Inside Man is a thriller-heist movie with some big names in it. Denzel Washington can always be relied on to give a solid, convincing performance, even if it's always the same one. As can Jodie Foster, who has a much smaller role here than the trailers had implied. Clive Owen can be very hit and miss. His good looks help a lot, but his range is not great and in some of the more adventurous films his performance can best be described as 'wooden'. No real problems here, but given that his looks are the best thing he's got going for him, it seems rather odd to give him a role where he spends most of his time with a mask and sunglasses over his face!

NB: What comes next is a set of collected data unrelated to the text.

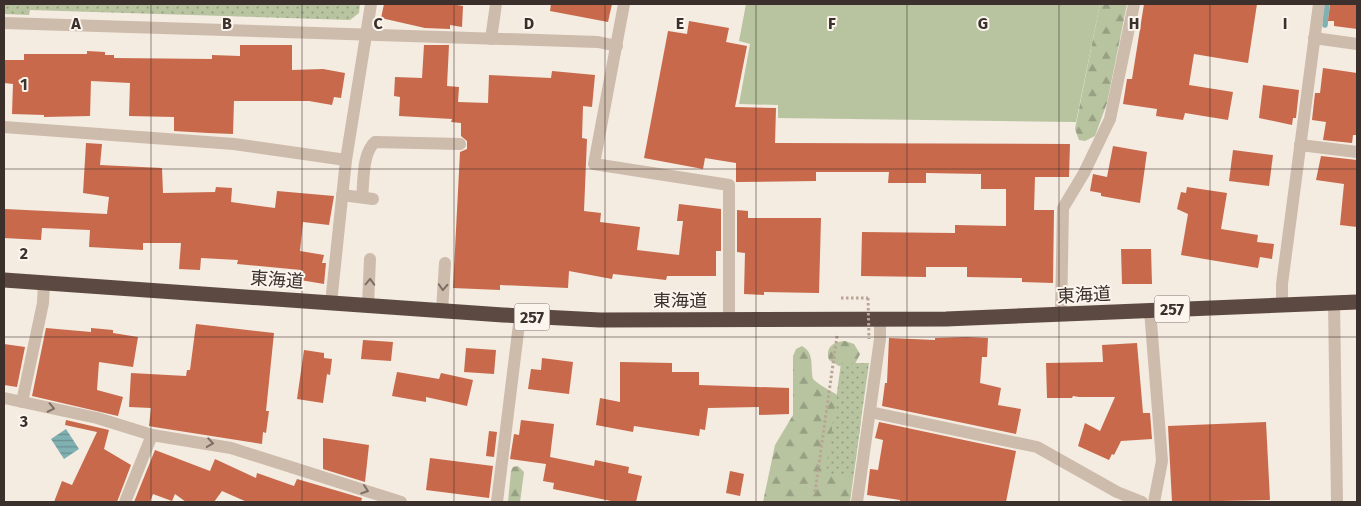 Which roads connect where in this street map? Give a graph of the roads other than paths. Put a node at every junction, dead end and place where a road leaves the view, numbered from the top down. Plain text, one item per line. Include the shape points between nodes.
1 (371, 4) edge
2 (496, 4) edge
3 (624, 4) edge
4 (1134, 4) edge
5 (1319, 4) edge
6 (4, 23) edge
7 (365, 35) junction
8 (1314, 38) junction
9 (491, 39) junction
10 (1357, 44) edge
11 (616, 46) junction
12 (4, 127) edge
13 (460, 144) dead end
14 (1300, 145) junction
15 (1357, 152) edge
16 (346, 160) junction
17 (342, 195) junction
18 (370, 259) dead end
19 (444, 263) dead end
20 (4, 280) edge
21 (44, 283) junction
22 (1334, 302) junction
23 (1357, 302) edge
24 (331, 303) junction
25 (1282, 304) junction
26 (368, 305) junction
27 (1150, 310) junction
28 (442, 311) junction
29 (520, 316) junction
30 (1062, 316) junction
31 (880, 319) junction
32 (730, 320) junction
33 (4, 398) edge
34 (22, 402) junction
35 (870, 412) junction
36 (152, 435) junction
37 (125, 502) edge
38 (401, 502) edge
39 (498, 502) edge
40 (857, 502) edge
41 (1142, 502) edge
42 (1154, 502) edge
43 (1337, 502) edge

1 - 7 street
2 - 9 street
3 - 11 street
4 - 30 street via 1110,119 1063,208
5 - 8 street
6 - 7 street
7 - 9 street
7 - 16 street
8 - 10 street
8 - 14 street
9 - 11 street via 598,42
11 - 32 street via 594,164 729,185
12 - 16 street via 234,144
13 - 17 street via 374,142 367,154 368,198
14 - 15 street
14 - 25 street
16 - 17 street
17 - 24 street
26 -> 18 street
19 -> 28 street
20 - 21 highway, 東海道 / 257
21 - 24 highway, 東海道 / 257
21 - 34 street via 43,303
22 - 23 highway, 東海道 / 257
22 - 25 highway, 東海道 / 257
22 - 43 street
24 - 26 highway, 東海道 / 257
25 - 27 highway, 東海道 / 257
26 - 28 highway, 東海道 / 257
27 - 30 highway, 東海道 / 257
27 - 42 street via 1162,461
28 - 29 highway, 東海道 / 257
29 - 32 highway, 東海道 / 257
29 - 39 street
30 - 31 highway, 東海道 / 257
31 - 32 highway, 東海道 / 257
31 - 35 street
33 - 34 street
34 -> 36 street via 89,416
35 - 40 street
35 - 41 street via 1037,447 1117,492
36 - 37 street
36 -> 38 street via 231,448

So, nothing too bad on the acting front. It's everywhere else that things fall down. The plot is far-fetched and ridiculous to the extreme. I'm as happy to suspend disbelief where it's required as the next man, but Inside Man really does take things TOO far. Add the dates and years up and we're supposed to believe that Christopher Plummer is 90? That Denzel Washington is so bright that he figures out things nobody else could possibly figure out from non-existent evidence one minute, while not realising a metal case he's been given by his main protagonist might contain bulky equipment recording his every command, the next? Give me a break!

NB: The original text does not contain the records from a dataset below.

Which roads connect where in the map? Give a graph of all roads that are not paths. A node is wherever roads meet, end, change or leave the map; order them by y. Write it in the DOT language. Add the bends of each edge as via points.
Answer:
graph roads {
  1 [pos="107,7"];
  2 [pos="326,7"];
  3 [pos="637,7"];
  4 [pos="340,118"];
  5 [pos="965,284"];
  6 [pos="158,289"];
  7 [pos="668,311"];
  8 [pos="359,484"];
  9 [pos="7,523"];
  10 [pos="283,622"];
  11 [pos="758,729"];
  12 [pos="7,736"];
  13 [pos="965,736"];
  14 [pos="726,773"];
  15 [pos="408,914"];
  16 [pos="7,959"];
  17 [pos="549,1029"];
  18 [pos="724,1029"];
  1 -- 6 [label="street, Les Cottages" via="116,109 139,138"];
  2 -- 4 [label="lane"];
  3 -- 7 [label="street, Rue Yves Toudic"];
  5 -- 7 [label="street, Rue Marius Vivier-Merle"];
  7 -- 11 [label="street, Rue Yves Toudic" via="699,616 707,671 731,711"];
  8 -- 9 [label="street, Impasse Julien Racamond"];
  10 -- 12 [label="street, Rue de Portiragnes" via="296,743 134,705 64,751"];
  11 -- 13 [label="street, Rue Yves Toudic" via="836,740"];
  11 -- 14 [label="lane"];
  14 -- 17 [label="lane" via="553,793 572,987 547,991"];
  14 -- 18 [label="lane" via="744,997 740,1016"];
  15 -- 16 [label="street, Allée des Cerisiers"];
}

Then there's the direction and pacing. It's all over the place. The movie keeps switching to events after the main heist is over - glimpses of the future that don't confuse or help - they just exist. And after a while they get very annoying - there's so many of them. It's almost as if someone said 'The movie's only got 90 minutes in, we need 2 hours - how do we pad things out?'. A totally bleached out film process (all deep blacks and glaring whites with nothing inbetween) is used to signal these 'future' scenes to us, but they serve no real purpose other than to annoy.
The sound mix, at least on my DVD and sound system, fluctuates to extremes that will have your neighbours banging on the walls in anger if you set the volume to a level that means you can actually hear the dialogue. You'll need your remote control close at hand to keep adjusting the volume levels. Key dialogue scenes are quiet as a whisper, invariably followed by other scenese with crashingly loud dialogue that actually have nothing to say.
Then there's the cinematography: it's all darky murky colours with no tonal contrast at all. This is NOT a DVD you'll be using to show off your big TV picture quality.
And finally there's the direction. It starts off well, with some nice scenes over the main titles, but then falls apart with either very dull, unimaginative shots, or, when the police arrive on the scene, whole long hand-held 'shakey camera work' scenes that were so jerky they had me feeling nauseous. If the effect on a 50" plasma is this bad I can't imagine what it was like on a big cinema screen! The transfer is OK but looks like it's been sourced from NTSC and badly converted to PAL - tell-tale thin horizontal lines ruin wording and many of the main scenes throughout.
OK, so the film just wasn't my cup of mead, what about the DVD? Well I'd like to discuss the extra's but I can't because there aren't any. Not so much as a trailer. Given the profits made on this film, and the price point of the DVD, even with online discounts applied, one might have expected Universal to have made at least a bit of an effort. But no - it looks like they've gone the 'double dip' route, and no doubt a 'Special Edition' with very basic extra's will be issued in about six months time.
This hadn't been on my original shopping list, particularly after reading Roger Ebert's review which, it now transpires, is one of the very few negative reviews (at least by his usual critical standards). Everybody else loves it. I just wish I could work out why!